蒋老太太看向袁澄娘,“好孩子,来姑祖母这边。”
袁澄娘一愣,还是走了过去,“姑祖母?”
蒋老太太又一次将她的容貌落入眼里,娶妻娶贤,娶妻娶德,她就生怕子沾娶了这般颜色的女子回家,将来会分心。但这位是侄孙女,无论怎么样她都顾忌着点侯府的颜面,“在你祖母这边儿听说你病了,是怎么得的病?”
袁澄娘到不知蒋老太太竟然这么关心她,到是老实回答出来,“染了点风寒,姑祖母,我这吃了几天药都好了。”
蒋老太太见她的腰肢细如枝条般,不由得就有点儿忧愁,蒋家长房一直是单传,为蒋家开枝散叶才是正理,瞧着侄孙女如此单薄,不免多思多想了些。“这么冷的天,怎么出来都不顾着些?”
侯夫人连忙道:“关是让卫六娘给吓着了。”
蒋老太太眼睛一眯,“这又是怎么回事?”
没等袁澄娘开口,侯夫人到是讲道:“也怪卫六娘鲁莽,在人家花宴就敢为难自己家的侄女,还真是半点样子都没有。五娘素来让我宠惯了,一时也不知道要让着些,好歹是长辈,这便口头争了几句。这外面的人呀又乱传话,都传到我耳里了,真是让人替五娘心疼。”

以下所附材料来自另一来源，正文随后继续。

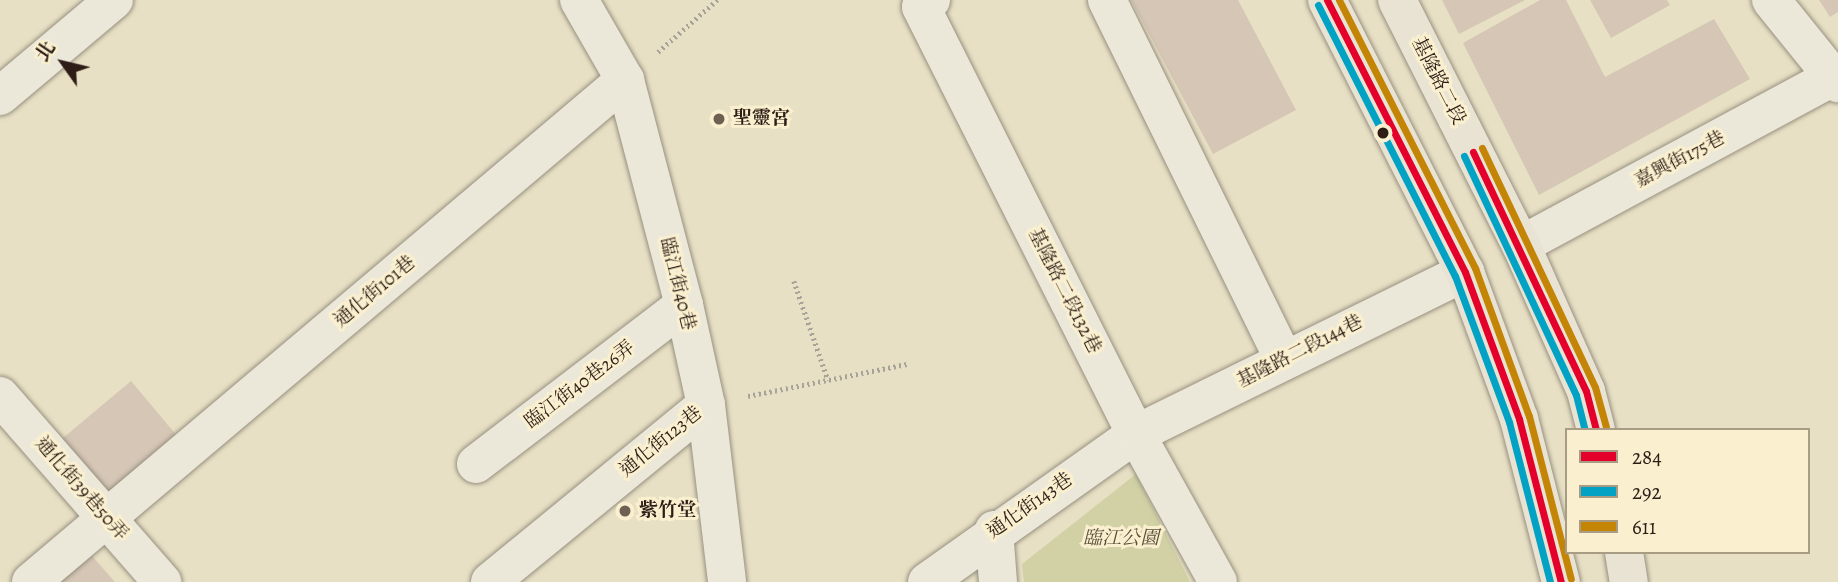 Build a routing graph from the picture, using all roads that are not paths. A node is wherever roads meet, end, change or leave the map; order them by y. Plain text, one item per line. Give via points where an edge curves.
1 (114, 0) edge
2 (579, 0) edge
3 (931, 0) edge
4 (1107, 0) edge
5 (1327, 0) edge
6 (1397, 0) edge
7 (1771, 0) edge
8 (1837, 78) edge
9 (625, 80) junction
10 (0, 96) edge
11 (1521, 245) junction
12 (1465, 272) junction
13 (684, 305) junction
14 (1284, 360) junction
15 (0, 396) edge
16 (706, 404) junction
17 (1595, 428) edge
18 (1136, 434) junction
19 (476, 464) dead end
20 (107, 519) junction
21 (994, 530) junction
22 (1624, 554) edge
23 (31, 582) edge
24 (162, 582) edge
25 (490, 582) edge
26 (727, 582) edge
27 (927, 582) edge
28 (998, 582) edge
29 (1219, 582) edge
30 (1561, 582) edge
31 (1629, 582) edge

1 - 10 street
2 - 9 street, 臨江街40巷
3 - 18 street, 基隆路二段132巷 via 921,7
4 - 14 street
5 - 12 main road
6 - 11 main road, 基隆路二段
7 - 8 street
8 - 11 street, 嘉興街175巷
9 - 13 street, 臨江街40巷
9 - 20 street, 通化街101巷
11 - 17 main road, 基隆路二段 via 1586,391
12 - 14 street, 基隆路二段144巷
12 - 30 main road via 1519,419
13 - 16 street, 臨江街40巷
13 - 19 street, 臨江街40巷26弄
14 - 18 street, 基隆路二段144巷
15 - 20 street, 通化街39巷50弄
16 - 25 street, 通化街123巷
16 - 26 street, 臨江街40巷
18 - 21 street, 通化街143巷
18 - 29 street, 基隆路二段132巷
20 - 23 street, 通化街101巷
20 - 24 street, 通化街39巷50弄
21 - 27 street, 通化街143巷
21 - 28 street
22 - 31 main road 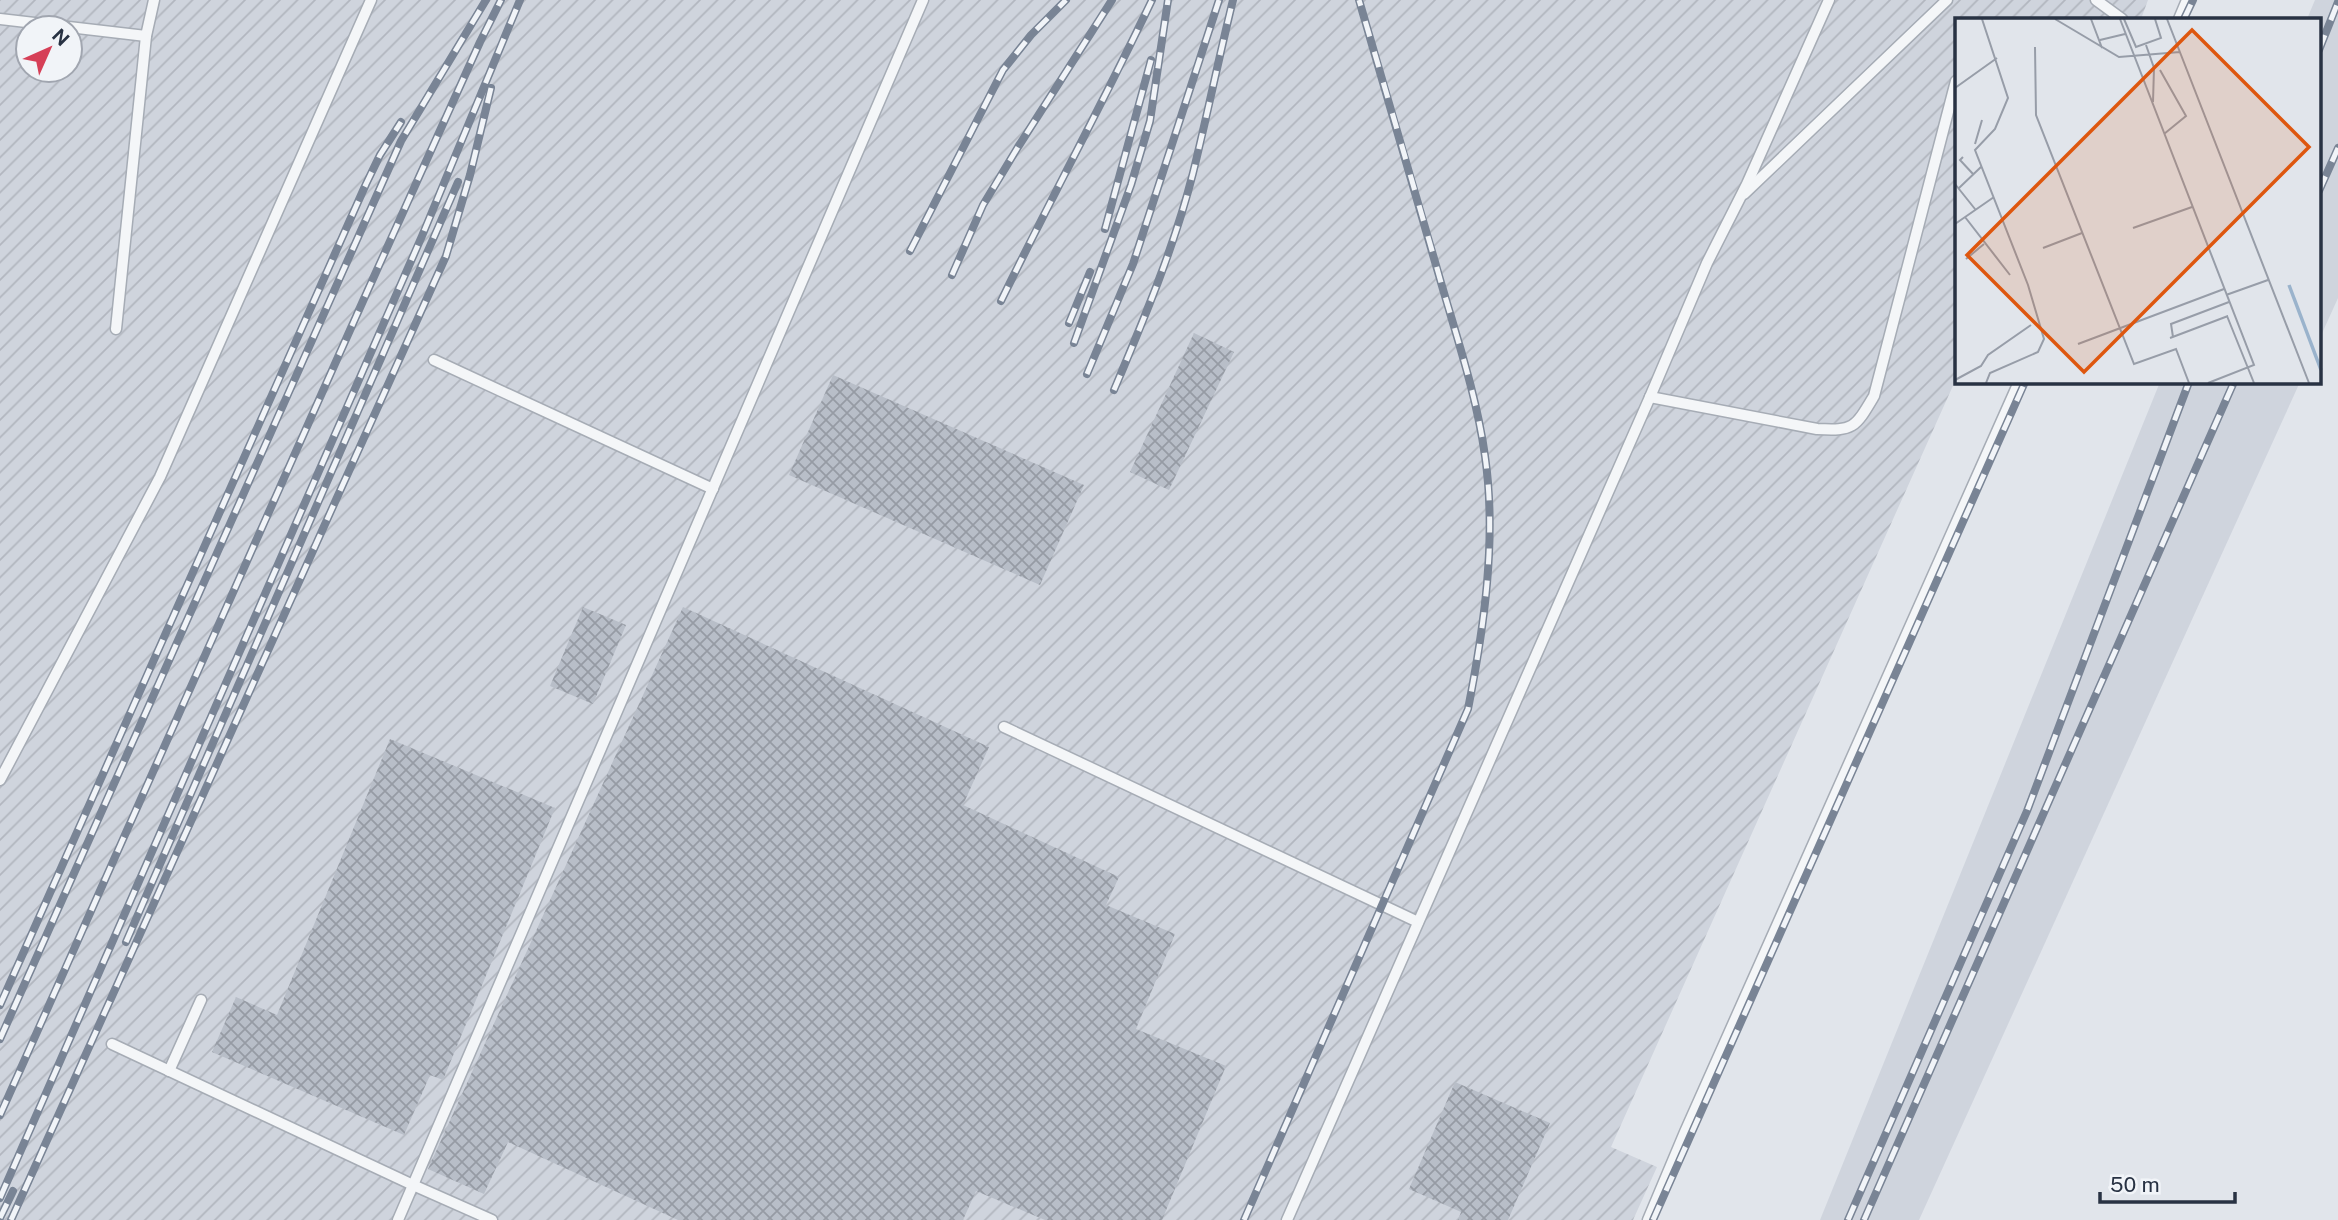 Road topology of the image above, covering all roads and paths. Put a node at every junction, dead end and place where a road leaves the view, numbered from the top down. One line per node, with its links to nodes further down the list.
1 (154, 0): 11 (lane)
2 (371, 0): 20 (lane)
3 (923, 0): 18 (lane)
4 (1829, 0): 13 (lane)
5 (1947, 0): 13 (lane)
6 (2096, 0): 8 (lane)
7 (2188, 0): 9 (lane)
8 (2121, 18)
9 (2179, 18)
10 (0, 19): 11 (lane)
11 (146, 36): 14 (lane)
12 (1955, 85): 17 (lane)
13 (1738, 199): 17 (lane)
14 (116, 329)
15 (434, 360): 18 (lane)
16 (2019, 383): 29 (lane)
17 (1650, 397): 21 (lane)
18 (713, 489): 25 (lane)
19 (1004, 727): 21 (lane)
20 (0, 780)
21 (1418, 922): 28 (lane)
22 (201, 1000): 24 (lane)
23 (112, 1044): 24 (lane)
24 (169, 1071): 25 (lane)
25 (413, 1185): 26 (lane); 27 (lane)
26 (398, 1220)
27 (492, 1220)
28 (1287, 1220)
29 (1648, 1220) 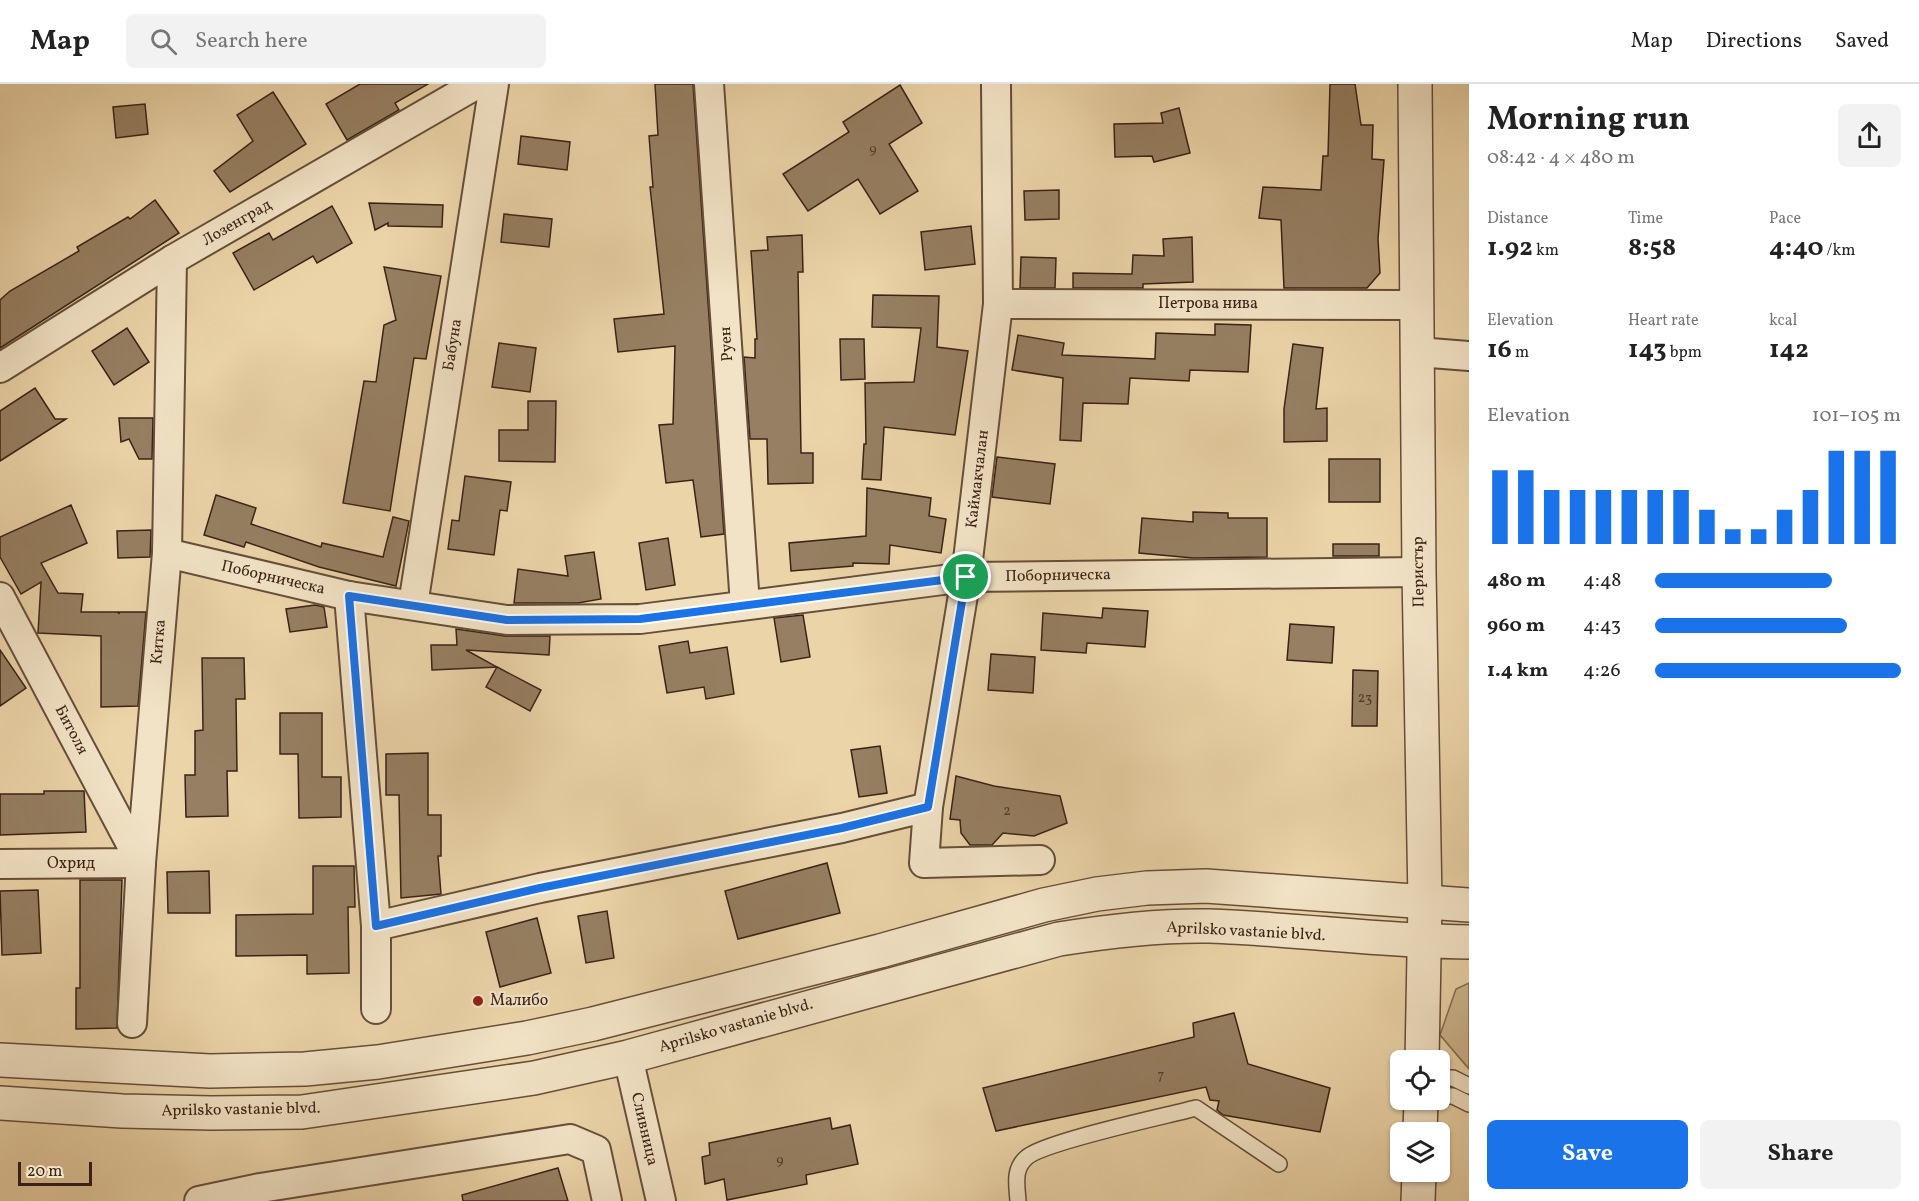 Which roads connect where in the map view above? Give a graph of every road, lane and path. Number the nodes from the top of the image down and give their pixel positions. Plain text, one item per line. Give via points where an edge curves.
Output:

袁澄娘十分怀疑“心疼”到底是几分,或者是一分半分都没有,她到是不计较这个,本就不是为着搏一点侯夫人的心疼过来。她稀罕吗?上辈子愚蠢的还稀罕过,这辈子她是半点都不想。话句句听着都是维护她,又听着句句不对劲,像是将她的错处放大了无数倍在别人面前。
她到底是生气呢,还是生气?
有那么一瞬,她还有点犹豫,当着蒋老太太的面,才算是让她的理智回炉一回。“祖母,还有人传我的话?都有谁呢?”她撅着嘴问道。
侯夫人拍拍她的手,“管他们谁说的,都是些长舌妇。我们五娘不怕啊,知道吗?”
袁澄娘却没让侯夫人两句话就给说服了,瞪圆了眼睛,“祖母,是不是都从永定伯府传出来的话?是不是张二姑娘说的?还是卫六娘说的?”她嗓音提高了些,有点尖利。